In my previous post, I discussed the fact that regulation was slowing the redevelopment of land in California. A recent paper by Leander Heldring, James A. Robinson, and Sebastian Vollmer (HRV) entitled “The Long-Run Impact of the Dissolution of the English Monasteries” examines a related issue.  They find that in areas where religious monasteries were broken up and sold to entrepreneurs, economic growth accelerated.  They argued that the new owners implemented productivity improving changes, such as more efficient farming techniques. 

There’s a risk of becoming smug about how far we’ve advanced from the feudal era, but Matt Yglesias provides a wake-up call in a post that examines the implications of the HRV research for modern America.  After discussing the obvious link to zoning regulations, Yglesias points to some other ways that land use is misallocated by government policies:

But it’s notable that not only has the United States re-invented all kinds of feudal-style local control and community control measures, we very specifically have policies in place designed to prevent this sort of transfer of ownership to the parties that get the most value out of it. After all, consider a scenario in which the value of a homeowner’s property rises a lot, which leads their property tax bill to rise. Such a person might be “forced” to sell, securing a large profit for herself, and putting the property in the hands of someone who thinks that both the high price and the high property tax bill are worth paying. Elected officials across the country largely regard this as a bad outcome and have put various policies in place to prevent it from happening. California’s Proposition 13 property tax rules are probably the most extreme and notorious version of this. But most jurisdictions have various rules designed to “protect” owner-occupants from rapid increases in property taxes while affording no such protection to investor-owners.

Our policies that encourage owner-occupied housing also lead to a misallocation of ownership:

Whenever someone does a version of the “homeownership is bad, actually” take, you end up with a discourse that blends two different questions:

Is it prudent for the typical middle-aged middle-class American person to become an owner-occupant of their home?

Is it prudent for the United States of America to have tons and tons of policies in place designed to specifically encourage and subsidize the former?
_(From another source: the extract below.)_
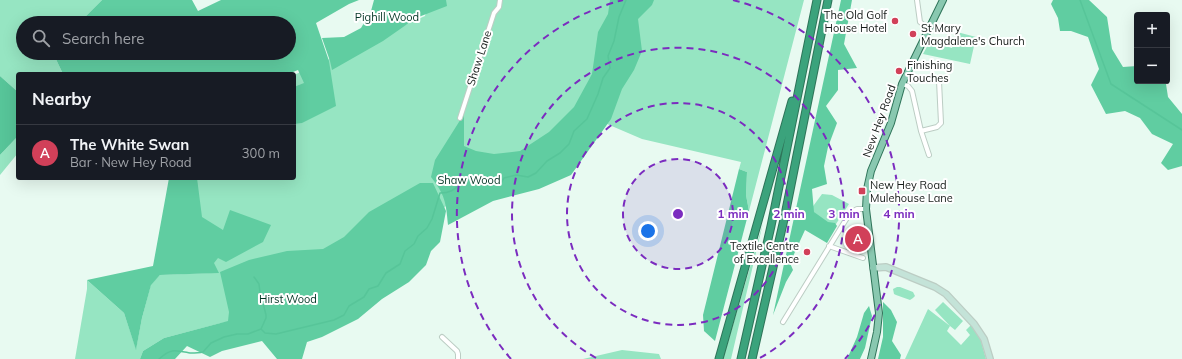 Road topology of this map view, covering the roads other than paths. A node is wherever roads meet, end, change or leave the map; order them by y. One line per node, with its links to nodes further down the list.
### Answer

I think the answer to (1) is “clearly yes,” but that’s precisely because there is so much subsidization happening, not just in obvious ways like the mortgage interest tax deduction but in subtler ways like the “homestead deduction” I get on my property taxes and the fact that profits from the sale of owner-occupied housing are exempt from capital gains taxes.

Max Weber is famous for his theory of “The Protestant Ethic and the Spirit of Capitalism.”  But the Heldring, Robinson and Vollmer paper provides an alternative mechanism to explain why economic growth might be linked to the rise of the Protestant religion, a link that has little to do with religious dogma.